INFORMATION GIVEN
━━━━━━━━━━━━━━━━

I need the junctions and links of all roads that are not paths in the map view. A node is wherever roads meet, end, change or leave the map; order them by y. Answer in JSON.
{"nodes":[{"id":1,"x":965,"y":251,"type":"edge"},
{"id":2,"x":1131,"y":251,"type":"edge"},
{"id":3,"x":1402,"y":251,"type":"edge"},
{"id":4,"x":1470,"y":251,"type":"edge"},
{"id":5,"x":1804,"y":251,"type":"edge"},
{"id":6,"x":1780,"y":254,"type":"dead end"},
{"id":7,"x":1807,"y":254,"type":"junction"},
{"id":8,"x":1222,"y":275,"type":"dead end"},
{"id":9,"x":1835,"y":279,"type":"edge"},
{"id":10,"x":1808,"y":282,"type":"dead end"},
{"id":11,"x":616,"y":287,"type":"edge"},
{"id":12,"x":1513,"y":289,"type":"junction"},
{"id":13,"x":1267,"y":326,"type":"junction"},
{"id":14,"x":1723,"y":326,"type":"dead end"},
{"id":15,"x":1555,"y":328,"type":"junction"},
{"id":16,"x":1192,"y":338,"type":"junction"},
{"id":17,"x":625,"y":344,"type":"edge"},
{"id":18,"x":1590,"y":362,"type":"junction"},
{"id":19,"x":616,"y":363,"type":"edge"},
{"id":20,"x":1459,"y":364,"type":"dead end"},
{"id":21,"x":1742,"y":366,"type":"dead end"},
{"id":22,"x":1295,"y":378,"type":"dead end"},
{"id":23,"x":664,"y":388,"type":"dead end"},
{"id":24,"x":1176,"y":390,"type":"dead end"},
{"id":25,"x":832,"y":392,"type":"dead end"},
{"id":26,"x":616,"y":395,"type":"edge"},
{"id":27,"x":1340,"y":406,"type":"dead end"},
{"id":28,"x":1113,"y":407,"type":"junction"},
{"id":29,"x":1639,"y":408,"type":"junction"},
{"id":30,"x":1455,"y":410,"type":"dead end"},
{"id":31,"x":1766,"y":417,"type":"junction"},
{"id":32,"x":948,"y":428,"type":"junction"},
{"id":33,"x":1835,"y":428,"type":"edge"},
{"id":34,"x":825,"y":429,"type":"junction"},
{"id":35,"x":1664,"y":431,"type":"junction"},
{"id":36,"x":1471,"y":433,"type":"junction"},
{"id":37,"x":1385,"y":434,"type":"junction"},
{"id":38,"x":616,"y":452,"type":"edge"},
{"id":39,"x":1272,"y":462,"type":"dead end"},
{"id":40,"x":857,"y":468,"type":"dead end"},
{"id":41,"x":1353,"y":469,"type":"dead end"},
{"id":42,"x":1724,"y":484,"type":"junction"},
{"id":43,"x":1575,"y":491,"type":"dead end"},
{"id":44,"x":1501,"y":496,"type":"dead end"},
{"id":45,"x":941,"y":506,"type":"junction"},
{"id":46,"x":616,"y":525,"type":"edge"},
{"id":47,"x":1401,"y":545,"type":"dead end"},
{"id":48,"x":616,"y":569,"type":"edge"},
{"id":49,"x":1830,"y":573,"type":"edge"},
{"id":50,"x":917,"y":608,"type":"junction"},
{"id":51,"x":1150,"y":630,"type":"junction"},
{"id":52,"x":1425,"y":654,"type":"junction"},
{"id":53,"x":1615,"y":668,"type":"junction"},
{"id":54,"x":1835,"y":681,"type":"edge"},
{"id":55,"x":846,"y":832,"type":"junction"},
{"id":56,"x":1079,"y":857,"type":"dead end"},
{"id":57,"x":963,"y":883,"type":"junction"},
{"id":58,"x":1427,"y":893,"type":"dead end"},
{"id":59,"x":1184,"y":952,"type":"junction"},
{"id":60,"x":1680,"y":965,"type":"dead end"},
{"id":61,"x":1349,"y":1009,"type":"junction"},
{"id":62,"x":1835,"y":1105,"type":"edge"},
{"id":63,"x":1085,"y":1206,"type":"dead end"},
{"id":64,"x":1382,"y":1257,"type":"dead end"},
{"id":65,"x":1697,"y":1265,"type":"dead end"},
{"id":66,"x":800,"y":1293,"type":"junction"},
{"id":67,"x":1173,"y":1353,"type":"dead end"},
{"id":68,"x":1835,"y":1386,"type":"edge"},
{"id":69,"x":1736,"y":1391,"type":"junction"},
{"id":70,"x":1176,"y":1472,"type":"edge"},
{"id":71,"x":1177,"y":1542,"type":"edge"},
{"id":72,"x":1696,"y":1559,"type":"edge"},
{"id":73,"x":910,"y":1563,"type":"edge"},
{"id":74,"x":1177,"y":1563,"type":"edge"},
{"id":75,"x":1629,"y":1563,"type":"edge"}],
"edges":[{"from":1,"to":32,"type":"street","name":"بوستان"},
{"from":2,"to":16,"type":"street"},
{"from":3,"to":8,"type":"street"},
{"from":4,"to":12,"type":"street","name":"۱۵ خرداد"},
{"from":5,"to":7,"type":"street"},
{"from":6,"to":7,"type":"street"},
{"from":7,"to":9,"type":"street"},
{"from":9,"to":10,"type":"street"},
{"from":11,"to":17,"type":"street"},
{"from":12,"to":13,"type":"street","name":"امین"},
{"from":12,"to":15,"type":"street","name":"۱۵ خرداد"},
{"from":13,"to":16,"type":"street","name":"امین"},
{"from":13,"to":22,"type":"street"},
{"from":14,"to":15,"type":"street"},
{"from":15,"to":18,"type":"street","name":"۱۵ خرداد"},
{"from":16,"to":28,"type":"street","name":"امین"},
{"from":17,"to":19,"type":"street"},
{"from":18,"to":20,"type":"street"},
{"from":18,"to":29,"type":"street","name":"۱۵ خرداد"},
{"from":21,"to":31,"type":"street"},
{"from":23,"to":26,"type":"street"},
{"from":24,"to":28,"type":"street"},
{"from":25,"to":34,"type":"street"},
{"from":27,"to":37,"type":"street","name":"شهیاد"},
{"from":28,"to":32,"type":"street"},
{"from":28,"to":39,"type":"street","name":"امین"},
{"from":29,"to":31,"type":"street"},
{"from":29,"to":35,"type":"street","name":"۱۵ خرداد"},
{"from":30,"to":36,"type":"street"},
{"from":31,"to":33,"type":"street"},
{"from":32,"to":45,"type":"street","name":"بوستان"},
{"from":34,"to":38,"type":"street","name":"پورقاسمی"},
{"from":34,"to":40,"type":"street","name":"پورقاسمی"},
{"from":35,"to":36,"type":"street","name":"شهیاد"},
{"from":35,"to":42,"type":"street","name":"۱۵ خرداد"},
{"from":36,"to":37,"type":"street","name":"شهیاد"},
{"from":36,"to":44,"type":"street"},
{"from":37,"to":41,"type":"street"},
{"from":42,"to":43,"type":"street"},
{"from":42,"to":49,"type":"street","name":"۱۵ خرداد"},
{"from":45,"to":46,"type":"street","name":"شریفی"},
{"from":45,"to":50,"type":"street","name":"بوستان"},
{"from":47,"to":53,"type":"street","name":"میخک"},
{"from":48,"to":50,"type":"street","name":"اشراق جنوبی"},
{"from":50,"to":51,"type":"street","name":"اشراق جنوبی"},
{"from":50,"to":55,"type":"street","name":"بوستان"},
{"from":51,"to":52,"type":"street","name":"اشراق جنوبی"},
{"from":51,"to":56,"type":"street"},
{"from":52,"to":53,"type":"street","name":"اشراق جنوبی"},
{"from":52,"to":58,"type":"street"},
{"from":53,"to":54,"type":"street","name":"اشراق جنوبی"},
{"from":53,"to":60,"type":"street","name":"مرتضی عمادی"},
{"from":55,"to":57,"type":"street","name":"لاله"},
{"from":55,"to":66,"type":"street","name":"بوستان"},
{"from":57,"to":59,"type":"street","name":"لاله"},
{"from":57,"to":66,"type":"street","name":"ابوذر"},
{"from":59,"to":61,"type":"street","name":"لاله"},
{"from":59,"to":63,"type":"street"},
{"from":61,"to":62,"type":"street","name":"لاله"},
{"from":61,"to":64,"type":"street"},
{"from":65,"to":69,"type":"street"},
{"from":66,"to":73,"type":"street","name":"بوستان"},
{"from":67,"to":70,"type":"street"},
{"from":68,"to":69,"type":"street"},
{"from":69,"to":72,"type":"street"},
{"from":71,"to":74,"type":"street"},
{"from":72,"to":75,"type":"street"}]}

━━━━━━━━━━━━━━━━

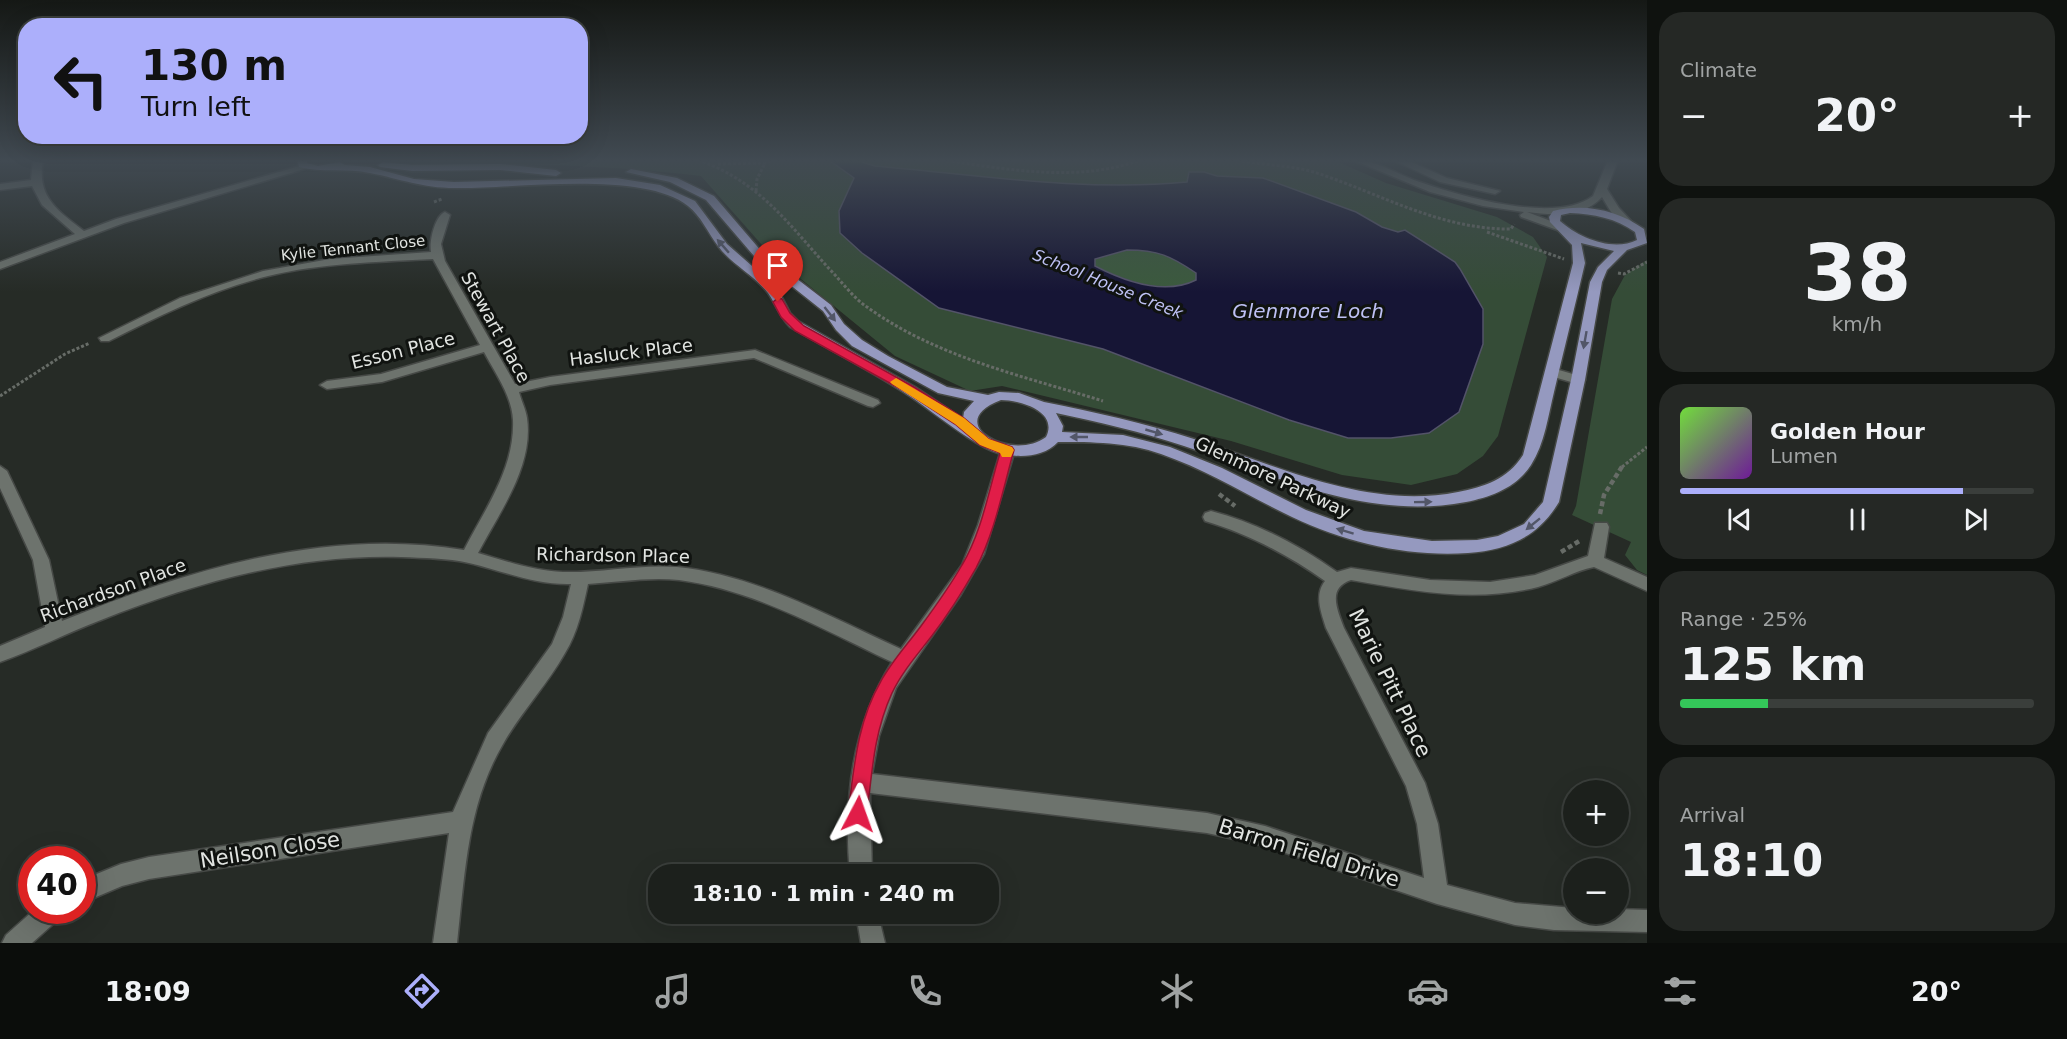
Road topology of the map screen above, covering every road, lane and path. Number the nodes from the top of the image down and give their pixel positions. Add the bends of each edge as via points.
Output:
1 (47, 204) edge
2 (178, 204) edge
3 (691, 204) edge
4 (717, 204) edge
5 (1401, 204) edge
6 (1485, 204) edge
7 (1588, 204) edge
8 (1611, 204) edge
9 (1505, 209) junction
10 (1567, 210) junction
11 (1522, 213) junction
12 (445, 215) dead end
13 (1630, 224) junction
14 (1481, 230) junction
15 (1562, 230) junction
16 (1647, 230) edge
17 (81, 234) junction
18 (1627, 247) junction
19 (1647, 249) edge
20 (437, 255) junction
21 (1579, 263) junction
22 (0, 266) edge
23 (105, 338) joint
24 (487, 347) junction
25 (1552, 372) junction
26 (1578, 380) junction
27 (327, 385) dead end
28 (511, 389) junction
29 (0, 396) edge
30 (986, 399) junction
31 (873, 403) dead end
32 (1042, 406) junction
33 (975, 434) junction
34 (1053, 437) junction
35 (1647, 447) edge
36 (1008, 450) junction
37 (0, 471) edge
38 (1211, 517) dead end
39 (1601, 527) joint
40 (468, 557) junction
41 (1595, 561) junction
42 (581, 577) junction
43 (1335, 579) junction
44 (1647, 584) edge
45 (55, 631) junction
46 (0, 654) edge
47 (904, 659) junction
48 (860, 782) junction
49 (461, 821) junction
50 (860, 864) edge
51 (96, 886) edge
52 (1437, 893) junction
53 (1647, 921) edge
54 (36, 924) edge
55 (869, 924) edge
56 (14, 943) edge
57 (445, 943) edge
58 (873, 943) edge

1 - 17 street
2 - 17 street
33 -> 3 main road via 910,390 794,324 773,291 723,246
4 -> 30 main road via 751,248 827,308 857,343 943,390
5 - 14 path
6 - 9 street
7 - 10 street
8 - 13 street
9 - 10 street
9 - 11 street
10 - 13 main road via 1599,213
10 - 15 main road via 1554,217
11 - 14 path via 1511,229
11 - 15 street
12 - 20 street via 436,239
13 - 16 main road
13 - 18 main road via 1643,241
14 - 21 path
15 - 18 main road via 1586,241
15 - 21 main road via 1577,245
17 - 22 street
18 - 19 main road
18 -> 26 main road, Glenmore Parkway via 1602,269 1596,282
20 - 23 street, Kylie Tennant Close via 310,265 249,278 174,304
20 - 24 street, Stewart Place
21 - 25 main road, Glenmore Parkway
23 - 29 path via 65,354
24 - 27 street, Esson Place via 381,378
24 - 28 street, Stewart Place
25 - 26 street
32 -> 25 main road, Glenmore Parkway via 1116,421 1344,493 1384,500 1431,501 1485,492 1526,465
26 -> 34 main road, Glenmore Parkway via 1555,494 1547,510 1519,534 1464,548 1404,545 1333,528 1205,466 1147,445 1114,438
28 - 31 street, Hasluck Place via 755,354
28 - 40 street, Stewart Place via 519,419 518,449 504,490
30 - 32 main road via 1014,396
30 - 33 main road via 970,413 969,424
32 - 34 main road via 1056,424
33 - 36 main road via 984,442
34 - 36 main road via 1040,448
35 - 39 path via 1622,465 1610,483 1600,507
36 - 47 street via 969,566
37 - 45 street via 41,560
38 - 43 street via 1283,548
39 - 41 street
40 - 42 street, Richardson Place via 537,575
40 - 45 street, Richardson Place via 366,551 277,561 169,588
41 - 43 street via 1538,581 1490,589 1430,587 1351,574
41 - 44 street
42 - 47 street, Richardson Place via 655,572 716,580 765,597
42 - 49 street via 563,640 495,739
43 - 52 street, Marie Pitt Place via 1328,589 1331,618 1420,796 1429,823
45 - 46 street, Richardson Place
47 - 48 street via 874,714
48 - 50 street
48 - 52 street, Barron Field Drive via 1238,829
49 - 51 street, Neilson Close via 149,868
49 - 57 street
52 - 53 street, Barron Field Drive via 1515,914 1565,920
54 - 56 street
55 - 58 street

━━━━━━━━━━━━━━━━

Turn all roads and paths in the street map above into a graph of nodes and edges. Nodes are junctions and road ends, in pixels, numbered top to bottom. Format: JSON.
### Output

━━━━━━━━━━━━━━━━

WORK TASK
Count how many lines in the records hold the string "above"; reply with the number alone.

WRITTEN REPLY
2